Sorry about the delay! Just spent the last 3 hours rebuilding my verticutters carburetor, and getting back and running. Works like a champ. Here are some pics as promised.


----------



## Iriasj2009 (Feb 15, 2017)

Harvesting sprigs.


----------



## J_nick (Jan 28, 2017)

Awesome! Did you make your own sprigs from verticutting your lawn or source them from a sod farm?


----------



## Iriasj2009 (Feb 15, 2017)

J_nick said:


> Awesome! Did you make your own sprigs from verticutting your lawn or source them from a sod farm?


I made my own using my new verticutter. Worked out great!


----------



## J_nick (Jan 28, 2017)

Iriasj2009 said:


> J_nick said:
> 
> 
> > Awesome! Did you make your own sprigs from verticutting your lawn or source them from a sod farm?
> ...


That's amazing, nothing like being self-sufficient. Can wait to implement this in my future.


----------



## Redtenchu (Jan 28, 2017)

Very Nice work!


----------



## Iriasj2009 (Feb 15, 2017)

Almost forgot about this thread. It's been almost 6 weeks since I sprigged this area. Temps have been the same with an avg high of 65-70 and low of 55-60. Not much growth but plenty of sprigs are rooting. I didn't expect much but to get something growing. I haven't watered since I took advantage of our wet "spring". I fertilized the area with 25-24-0 starter fertilizer. I will take some pics when I get home.


----------



## Mightyquinn (Jan 31, 2017)

Iriasj2009 said:


> Almost forgot about this thread. It's been almost 6 weeks since I sprigged this area. Temps have been the same with an avg high of 65-70 and low of 55-60. Not much growth but plenty of sprigs are rooting. I didn't expect much but to get something growing. I haven't watered since I took advantage of our wet "spring". I fertilized the area with 25-24-0 starter fertilizer. I will take some pics when I get home.

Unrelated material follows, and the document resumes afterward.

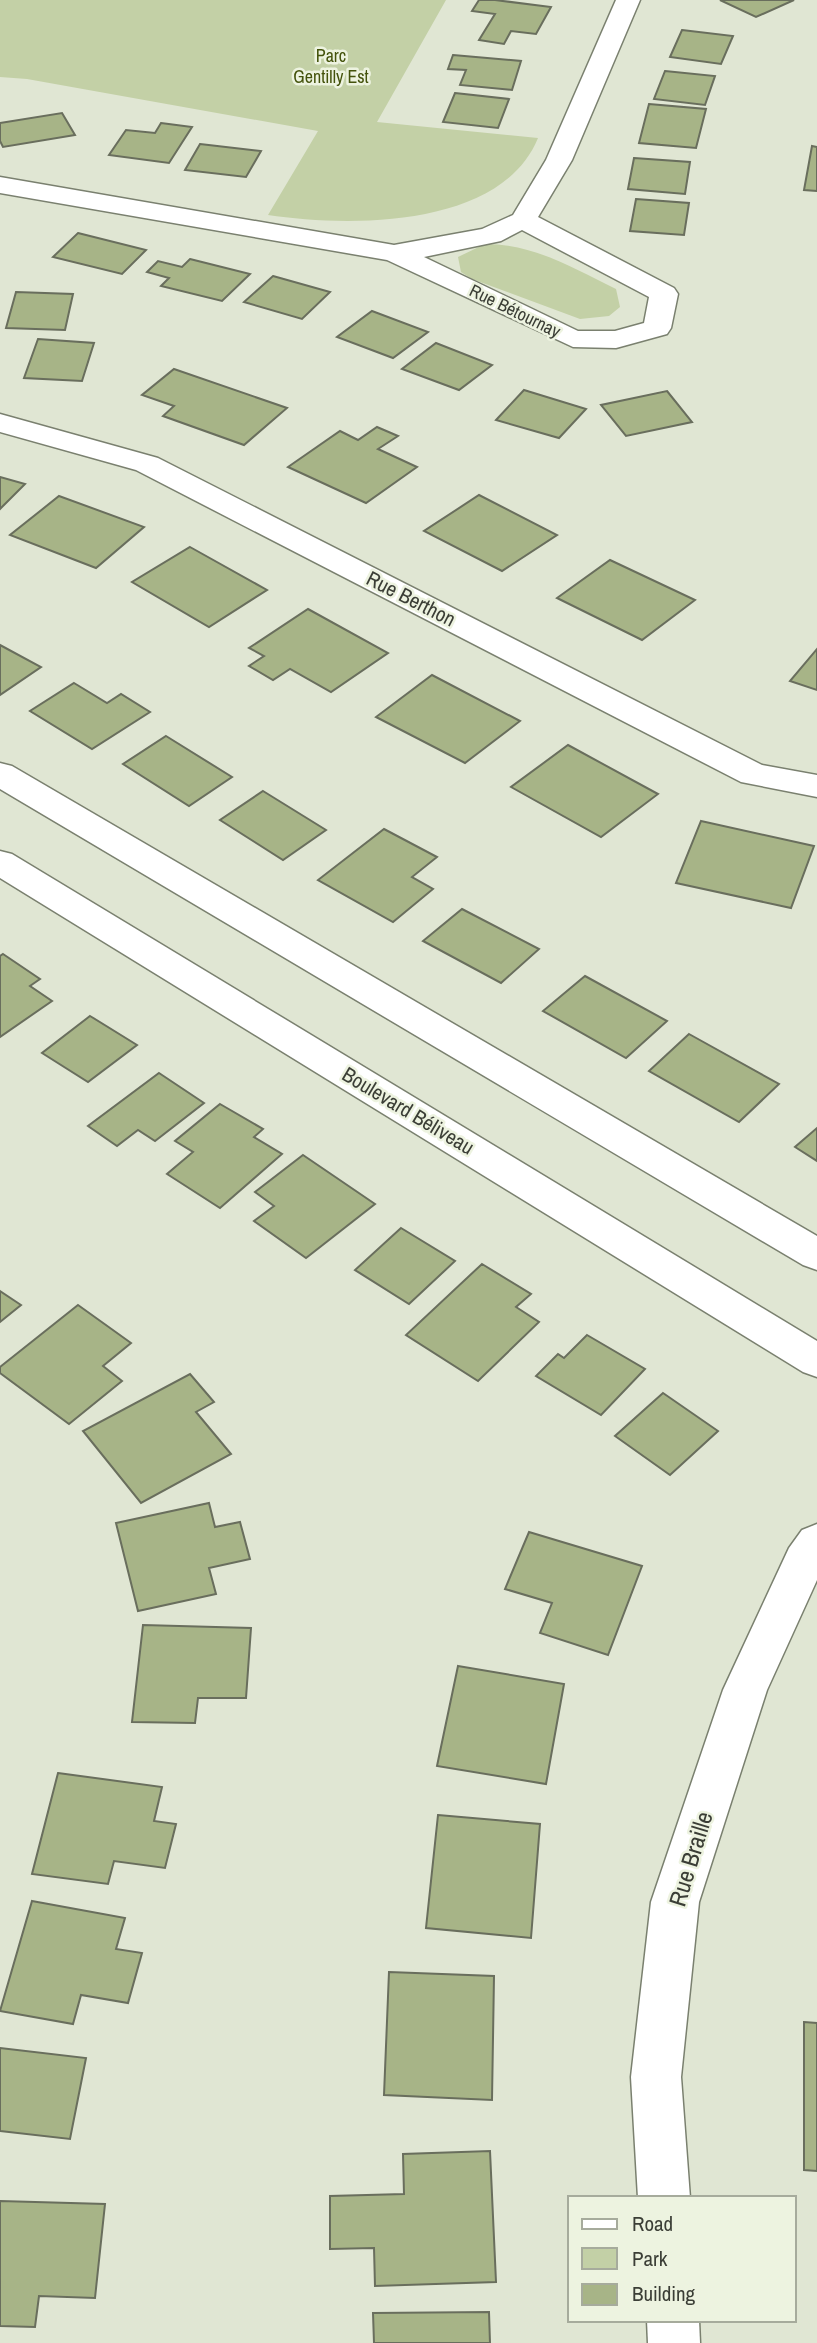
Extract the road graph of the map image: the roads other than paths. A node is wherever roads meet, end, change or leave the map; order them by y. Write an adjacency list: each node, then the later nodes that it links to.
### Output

Are you home from work yet?? :lol: Just kidding of course!! Can't wait to see how this all turns out!!

@Red, You might want to pick his brain as I think this might be a great course of action for your front lawn that the city tore up!!!


----------



## Redtenchu (Jan 28, 2017)

Mightyquinn said:


> @Red, You might want to pick his brain as I think this might be a great course of action for your front lawn that the city tore up!!!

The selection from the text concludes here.